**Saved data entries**
_ _ _ _ _
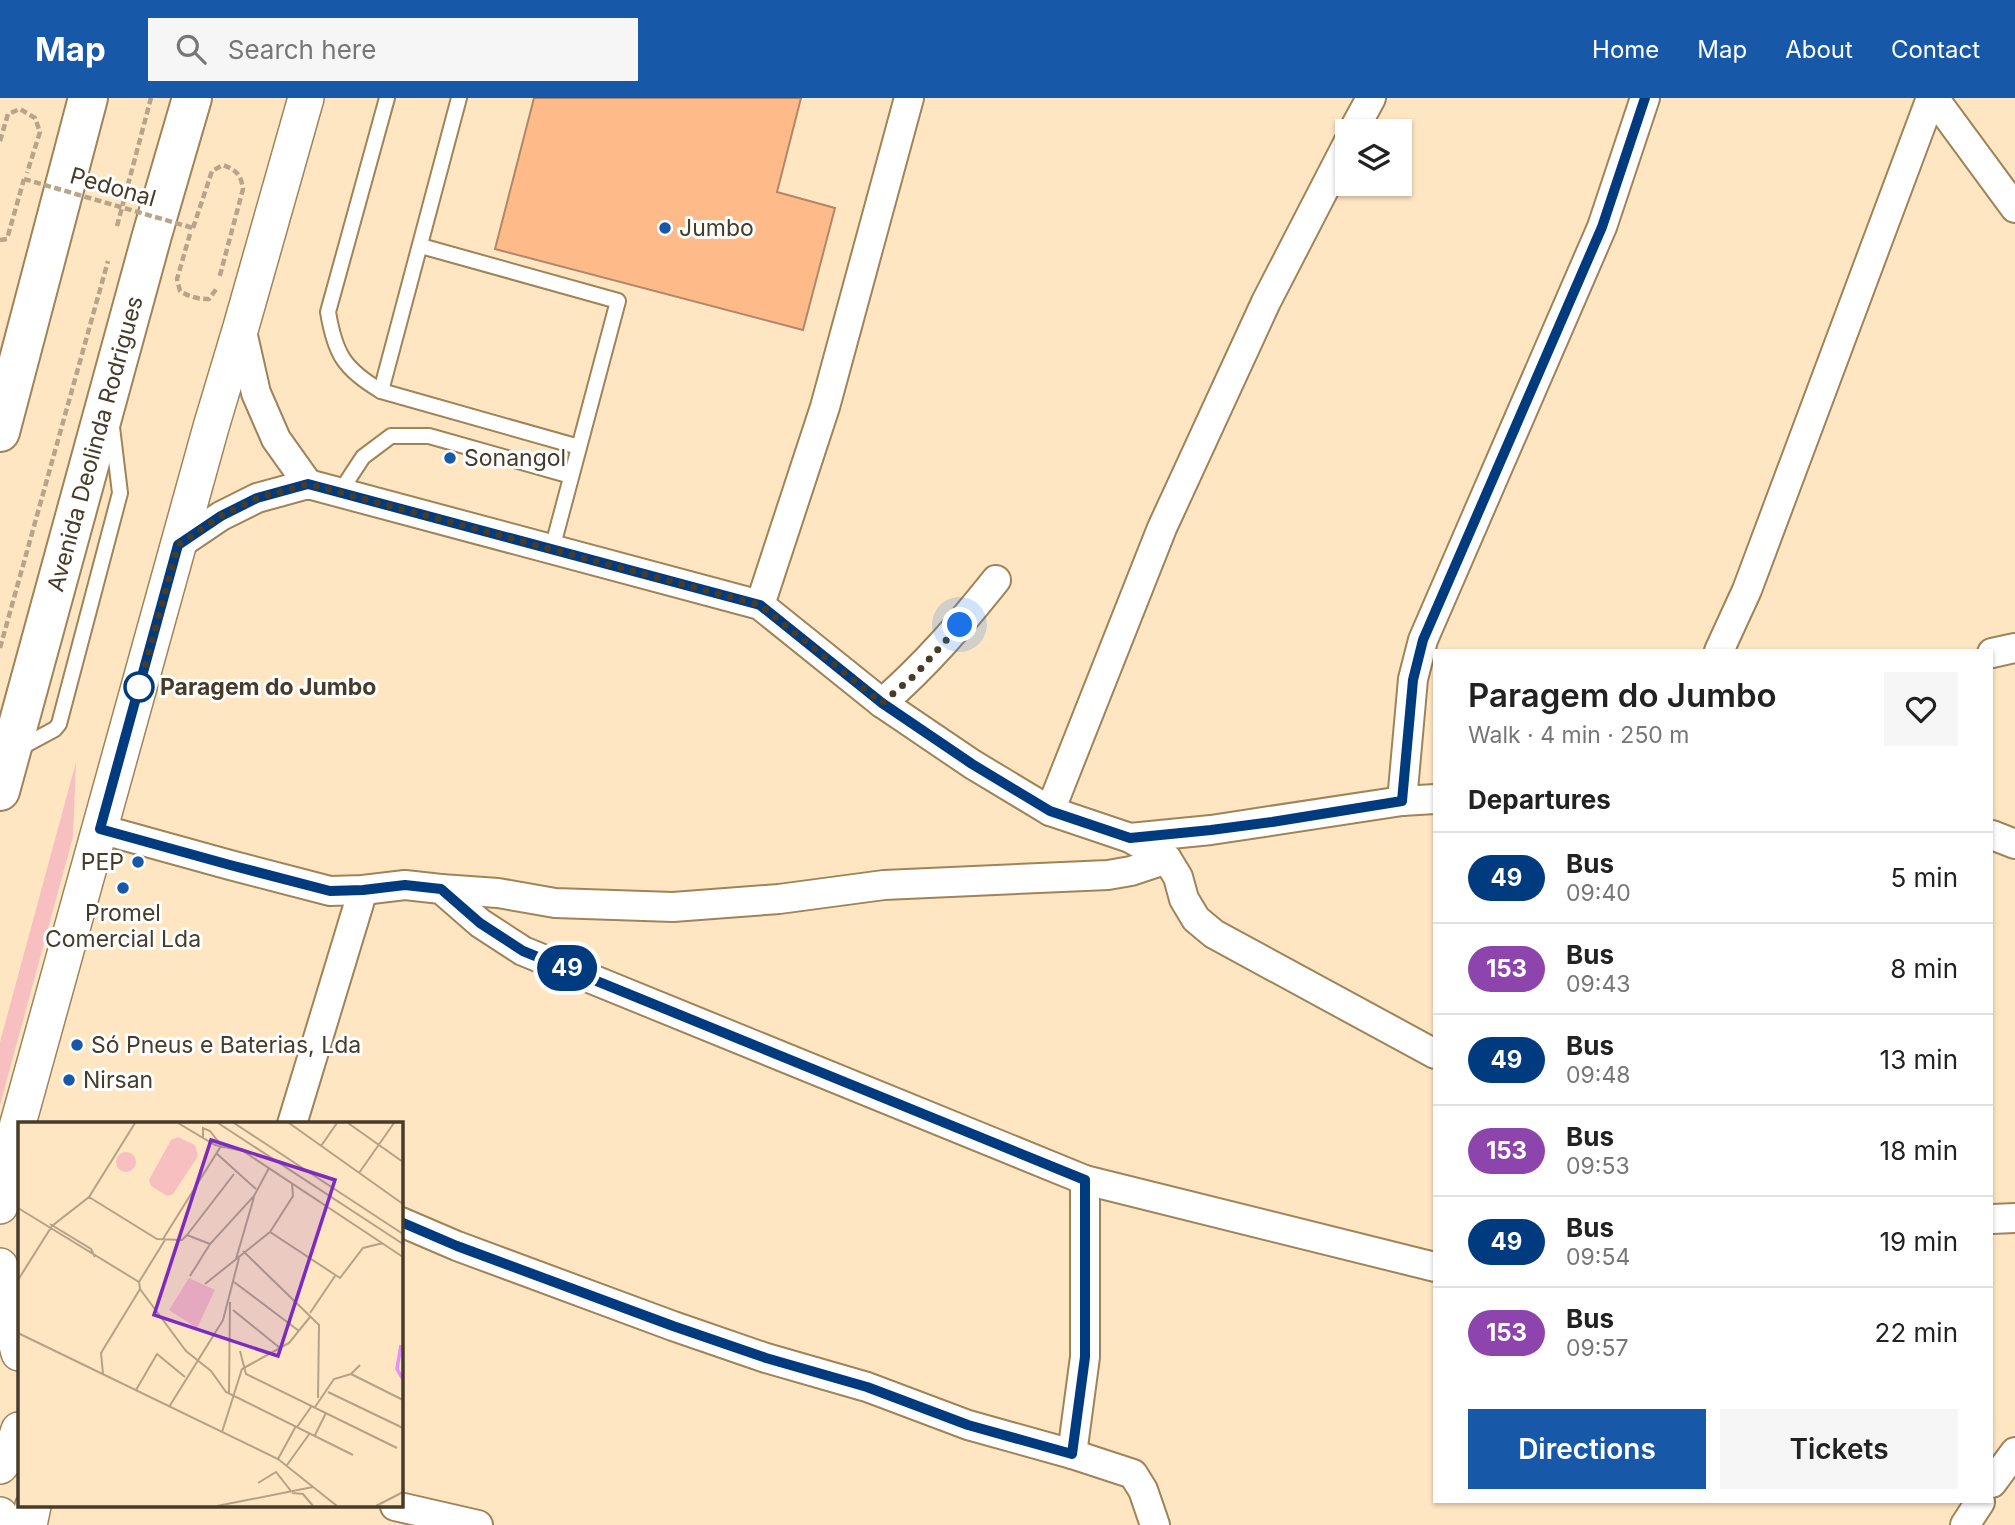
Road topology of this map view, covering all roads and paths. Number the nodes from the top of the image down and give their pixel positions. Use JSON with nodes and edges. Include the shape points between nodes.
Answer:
{"nodes":[{"id":1,"x":88,"y":98,"type":"edge"},
{"id":2,"x":151,"y":98,"type":"edge"},
{"id":3,"x":192,"y":98,"type":"edge"},
{"id":4,"x":306,"y":98,"type":"edge"},
{"id":5,"x":387,"y":98,"type":"edge"},
{"id":6,"x":459,"y":98,"type":"edge"},
{"id":7,"x":909,"y":98,"type":"edge"},
{"id":8,"x":1371,"y":98,"type":"edge"},
{"id":9,"x":1645,"y":98,"type":"edge"},
{"id":10,"x":1933,"y":98,"type":"edge"},
{"id":11,"x":1360,"y":119,"type":"edge"},
{"id":12,"x":0,"y":141,"type":"edge"},
{"id":13,"x":1335,"y":168,"type":"edge"},
{"id":14,"x":27,"y":173,"type":"dead end"},
{"id":15,"x":2015,"y":208,"type":"edge"},
{"id":16,"x":116,"y":232,"type":"dead end"},
{"id":17,"x":190,"y":234,"type":"dead end"},
{"id":18,"x":0,"y":240,"type":"edge"},
{"id":19,"x":421,"y":246,"type":"junction"},
{"id":20,"x":109,"y":257,"type":"dead end"},
{"id":21,"x":241,"y":327,"type":"junction"},
{"id":22,"x":381,"y":391,"type":"junction"},
{"id":23,"x":0,"y":432,"type":"edge"},
{"id":24,"x":579,"y":447,"type":"junction"},
{"id":25,"x":571,"y":476,"type":"junction"},
{"id":26,"x":308,"y":484,"type":"junction"},
{"id":27,"x":340,"y":492,"type":"junction"},
{"id":28,"x":178,"y":545,"type":"junction"},
{"id":29,"x":552,"y":549,"type":"junction"},
{"id":30,"x":996,"y":580,"type":"dead end"},
{"id":31,"x":760,"y":605,"type":"junction"},
{"id":32,"x":0,"y":648,"type":"edge"},
{"id":33,"x":2015,"y":648,"type":"edge"},
{"id":34,"x":1720,"y":649,"type":"edge"},
{"id":35,"x":1993,"y":653,"type":"edge"},
{"id":36,"x":882,"y":703,"type":"junction"},
{"id":37,"x":0,"y":791,"type":"edge"},
{"id":38,"x":1433,"y":799,"type":"edge"},
{"id":39,"x":1402,"y":801,"type":"junction"},
{"id":40,"x":1050,"y":811,"type":"junction"},
{"id":41,"x":100,"y":829,"type":"junction"},
{"id":42,"x":1993,"y":835,"type":"edge"},
{"id":43,"x":1130,"y":838,"type":"junction"},
{"id":44,"x":2015,"y":844,"type":"edge"},
{"id":45,"x":1167,"y":859,"type":"junction"},
{"id":46,"x":441,"y":889,"type":"junction"},
{"id":47,"x":363,"y":890,"type":"junction"},
{"id":48,"x":1433,"y":1053,"type":"edge"},
{"id":49,"x":18,"y":1122,"type":"edge"},
{"id":50,"x":293,"y":1122,"type":"edge"},
{"id":51,"x":18,"y":1124,"type":"edge"},
{"id":52,"x":1085,"y":1180,"type":"junction"},
{"id":53,"x":0,"y":1206,"type":"edge"},
{"id":54,"x":2015,"y":1217,"type":"edge"},
{"id":55,"x":1993,"y":1219,"type":"edge"},
{"id":56,"x":402,"y":1222,"type":"edge"},
{"id":57,"x":0,"y":1266,"type":"edge"},
{"id":58,"x":1433,"y":1267,"type":"edge"},
{"id":59,"x":18,"y":1349,"type":"edge"},
{"id":60,"x":18,"y":1433,"type":"edge"},
{"id":61,"x":2015,"y":1452,"type":"edge"},
{"id":62,"x":1072,"y":1454,"type":"junction"},
{"id":63,"x":0,"y":1466,"type":"edge"},
{"id":64,"x":1993,"y":1482,"type":"edge"},
{"id":65,"x":1979,"y":1503,"type":"edge"},
{"id":66,"x":402,"y":1508,"type":"edge"},
{"id":67,"x":478,"y":1525,"type":"edge"},
{"id":68,"x":1154,"y":1525,"type":"edge"},
{"id":69,"x":1965,"y":1525,"type":"edge"}],
"edges":[{"from":1,"to":23,"type":"highway"},
{"from":2,"to":16,"type":"path"},
{"from":3,"to":37,"type":"highway","name":"Avenida Deolinda Rodrigues"},
{"from":4,"to":21,"type":"street"},
{"from":5,"to":22,"type":"lane","via":[[328,312],[342,360],[360,379]]},
{"from":6,"to":19,"type":"lane"},
{"from":7,"to":31,"type":"street","via":[[825,407]]},
{"from":8,"to":11,"type":"street"},
{"from":9,"to":39,"type":"street","via":[[1602,227],[1423,640],[1413,680]]},
{"from":10,"to":15,"type":"street"},
{"from":10,"to":34,"type":"street"},
{"from":12,"to":14,"type":"path","via":[[8,114],[20,109],[35,118],[40,132]]},
{"from":13,"to":40,"type":"street","via":[[1266,302],[1162,528]]},
{"from":17,"to":18,"type":"path","name":"Pedonal","bridge":true,"via":[[177,279],[180,291],[209,299],[216,291],[243,188],[235,169],[223,165],[212,171],[193,228],[24,179],[7,239]]},
{"from":19,"to":22,"type":"lane"},
{"from":19,"to":24,"type":"lane","via":[[618,301]]},
{"from":20,"to":32,"type":"path"},
{"from":21,"to":26,"type":"street","via":[[256,393],[276,439]]},
{"from":21,"to":28,"type":"street"},
{"from":22,"to":24,"type":"lane"},
{"from":24,"to":25,"type":"lane"},
{"from":25,"to":27,"type":"lane","via":[[429,436],[391,436],[363,457]]},
{"from":25,"to":29,"type":"lane"},
{"from":26,"to":27,"type":"street"},
{"from":26,"to":28,"type":"street","via":[[257,498]]},
{"from":27,"to":29,"type":"street"},
{"from":28,"to":41,"type":"street"},
{"from":29,"to":31,"type":"street"},
{"from":30,"to":36,"type":"street","via":[[915,675]]},
{"from":31,"to":36,"type":"street"},
{"from":33,"to":35,"type":"street"},
{"from":36,"to":40,"type":"street"},
{"from":38,"to":39,"type":"street"},
{"from":39,"to":43,"type":"street"},
{"from":40,"to":43,"type":"street"},
{"from":41,"to":47,"type":"street","via":[[330,891]]},
{"from":41,"to":49,"type":"street"},
{"from":42,"to":44,"type":"street"},
{"from":43,"to":45,"type":"street"},
{"from":45,"to":46,"type":"street","via":[[1108,875],[884,885],[673,907],[555,903]]},
{"from":45,"to":48,"type":"street","via":[[1196,919],[1214,934]]},
{"from":46,"to":47,"type":"street","via":[[405,885]]},
{"from":46,"to":52,"type":"street","via":[[480,923],[523,951]]},
{"from":47,"to":50,"type":"street"},
{"from":51,"to":53,"type":"street"},
{"from":52,"to":58,"type":"street"},
{"from":52,"to":62,"type":"street","via":[[1085,1357]]},
{"from":54,"to":55,"type":"street"},
{"from":56,"to":62,"type":"street","via":[[673,1326],[867,1387],[968,1425]]},
{"from":57,"to":59,"type":"street"},
{"from":60,"to":63,"type":"street"},
{"from":61,"to":64,"type":"street"},
{"from":62,"to":68,"type":"street","via":[[1133,1474]]},
{"from":65,"to":69,"type":"street"},
{"from":66,"to":67,"type":"street"}]}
_ _ _ _ _
**Action item**
Transcribe the data verbatim. No picture belongs in the result.

**Written answer**
Road topology of this map view, covering all roads and paths. Number the nodes from the top of the image down and give their pixel positions. Use JSON with nodes and edges. Include the shape points between nodes.
Answer:
{"nodes":[{"id":1,"x":88,"y":98,"type":"edge"},
{"id":2,"x":151,"y":98,"type":"edge"},
{"id":3,"x":192,"y":98,"type":"edge"},
{"id":4,"x":306,"y":98,"type":"edge"},
{"id":5,"x":387,"y":98,"type":"edge"},
{"id":6,"x":459,"y":98,"type":"edge"},
{"id":7,"x":909,"y":98,"type":"edge"},
{"id":8,"x":1371,"y":98,"type":"edge"},
{"id":9,"x":1645,"y":98,"type":"edge"},
{"id":10,"x":1933,"y":98,"type":"edge"},
{"id":11,"x":1360,"y":119,"type":"edge"},
{"id":12,"x":0,"y":141,"type":"edge"},
{"id":13,"x":1335,"y":168,"type":"edge"},
{"id":14,"x":27,"y":173,"type":"dead end"},
{"id":15,"x":2015,"y":208,"type":"edge"},
{"id":16,"x":116,"y":232,"type":"dead end"},
{"id":17,"x":190,"y":234,"type":"dead end"},
{"id":18,"x":0,"y":240,"type":"edge"},
{"id":19,"x":421,"y":246,"type":"junction"},
{"id":20,"x":109,"y":257,"type":"dead end"},
{"id":21,"x":241,"y":327,"type":"junction"},
{"id":22,"x":381,"y":391,"type":"junction"},
{"id":23,"x":0,"y":432,"type":"edge"},
{"id":24,"x":579,"y":447,"type":"junction"},
{"id":25,"x":571,"y":476,"type":"junction"},
{"id":26,"x":308,"y":484,"type":"junction"},
{"id":27,"x":340,"y":492,"type":"junction"},
{"id":28,"x":178,"y":545,"type":"junction"},
{"id":29,"x":552,"y":549,"type":"junction"},
{"id":30,"x":996,"y":580,"type":"dead end"},
{"id":31,"x":760,"y":605,"type":"junction"},
{"id":32,"x":0,"y":648,"type":"edge"},
{"id":33,"x":2015,"y":648,"type":"edge"},
{"id":34,"x":1720,"y":649,"type":"edge"},
{"id":35,"x":1993,"y":653,"type":"edge"},
{"id":36,"x":882,"y":703,"type":"junction"},
{"id":37,"x":0,"y":791,"type":"edge"},
{"id":38,"x":1433,"y":799,"type":"edge"},
{"id":39,"x":1402,"y":801,"type":"junction"},
{"id":40,"x":1050,"y":811,"type":"junction"},
{"id":41,"x":100,"y":829,"type":"junction"},
{"id":42,"x":1993,"y":835,"type":"edge"},
{"id":43,"x":1130,"y":838,"type":"junction"},
{"id":44,"x":2015,"y":844,"type":"edge"},
{"id":45,"x":1167,"y":859,"type":"junction"},
{"id":46,"x":441,"y":889,"type":"junction"},
{"id":47,"x":363,"y":890,"type":"junction"},
{"id":48,"x":1433,"y":1053,"type":"edge"},
{"id":49,"x":18,"y":1122,"type":"edge"},
{"id":50,"x":293,"y":1122,"type":"edge"},
{"id":51,"x":18,"y":1124,"type":"edge"},
{"id":52,"x":1085,"y":1180,"type":"junction"},
{"id":53,"x":0,"y":1206,"type":"edge"},
{"id":54,"x":2015,"y":1217,"type":"edge"},
{"id":55,"x":1993,"y":1219,"type":"edge"},
{"id":56,"x":402,"y":1222,"type":"edge"},
{"id":57,"x":0,"y":1266,"type":"edge"},
{"id":58,"x":1433,"y":1267,"type":"edge"},
{"id":59,"x":18,"y":1349,"type":"edge"},
{"id":60,"x":18,"y":1433,"type":"edge"},
{"id":61,"x":2015,"y":1452,"type":"edge"},
{"id":62,"x":1072,"y":1454,"type":"junction"},
{"id":63,"x":0,"y":1466,"type":"edge"},
{"id":64,"x":1993,"y":1482,"type":"edge"},
{"id":65,"x":1979,"y":1503,"type":"edge"},
{"id":66,"x":402,"y":1508,"type":"edge"},
{"id":67,"x":478,"y":1525,"type":"edge"},
{"id":68,"x":1154,"y":1525,"type":"edge"},
{"id":69,"x":1965,"y":1525,"type":"edge"}],
"edges":[{"from":1,"to":23,"type":"highway"},
{"from":2,"to":16,"type":"path"},
{"from":3,"to":37,"type":"highway","name":"Avenida Deolinda Rodrigues"},
{"from":4,"to":21,"type":"street"},
{"from":5,"to":22,"type":"lane","via":[[328,312],[342,360],[360,379]]},
{"from":6,"to":19,"type":"lane"},
{"from":7,"to":31,"type":"street","via":[[825,407]]},
{"from":8,"to":11,"type":"street"},
{"from":9,"to":39,"type":"street","via":[[1602,227],[1423,640],[1413,680]]},
{"from":10,"to":15,"type":"street"},
{"from":10,"to":34,"type":"street"},
{"from":12,"to":14,"type":"path","via":[[8,114],[20,109],[35,118],[40,132]]},
{"from":13,"to":40,"type":"street","via":[[1266,302],[1162,528]]},
{"from":17,"to":18,"type":"path","name":"Pedonal","bridge":true,"via":[[177,279],[180,291],[209,299],[216,291],[243,188],[235,169],[223,165],[212,171],[193,228],[24,179],[7,239]]},
{"from":19,"to":22,"type":"lane"},
{"from":19,"to":24,"type":"lane","via":[[618,301]]},
{"from":20,"to":32,"type":"path"},
{"from":21,"to":26,"type":"street","via":[[256,393],[276,439]]},
{"from":21,"to":28,"type":"street"},
{"from":22,"to":24,"type":"lane"},
{"from":24,"to":25,"type":"lane"},
{"from":25,"to":27,"type":"lane","via":[[429,436],[391,436],[363,457]]},
{"from":25,"to":29,"type":"lane"},
{"from":26,"to":27,"type":"street"},
{"from":26,"to":28,"type":"street","via":[[257,498]]},
{"from":27,"to":29,"type":"street"},
{"from":28,"to":41,"type":"street"},
{"from":29,"to":31,"type":"street"},
{"from":30,"to":36,"type":"street","via":[[915,675]]},
{"from":31,"to":36,"type":"street"},
{"from":33,"to":35,"type":"street"},
{"from":36,"to":40,"type":"street"},
{"from":38,"to":39,"type":"street"},
{"from":39,"to":43,"type":"street"},
{"from":40,"to":43,"type":"street"},
{"from":41,"to":47,"type":"street","via":[[330,891]]},
{"from":41,"to":49,"type":"street"},
{"from":42,"to":44,"type":"street"},
{"from":43,"to":45,"type":"street"},
{"from":45,"to":46,"type":"street","via":[[1108,875],[884,885],[673,907],[555,903]]},
{"from":45,"to":48,"type":"street","via":[[1196,919],[1214,934]]},
{"from":46,"to":47,"type":"street","via":[[405,885]]},
{"from":46,"to":52,"type":"street","via":[[480,923],[523,951]]},
{"from":47,"to":50,"type":"street"},
{"from":51,"to":53,"type":"street"},
{"from":52,"to":58,"type":"street"},
{"from":52,"to":62,"type":"street","via":[[1085,1357]]},
{"from":54,"to":55,"type":"street"},
{"from":56,"to":62,"type":"street","via":[[673,1326],[867,1387],[968,1425]]},
{"from":57,"to":59,"type":"street"},
{"from":60,"to":63,"type":"street"},
{"from":61,"to":64,"type":"street"},
{"from":62,"to":68,"type":"street","via":[[1133,1474]]},
{"from":65,"to":69,"type":"street"},
{"from":66,"to":67,"type":"street"}]}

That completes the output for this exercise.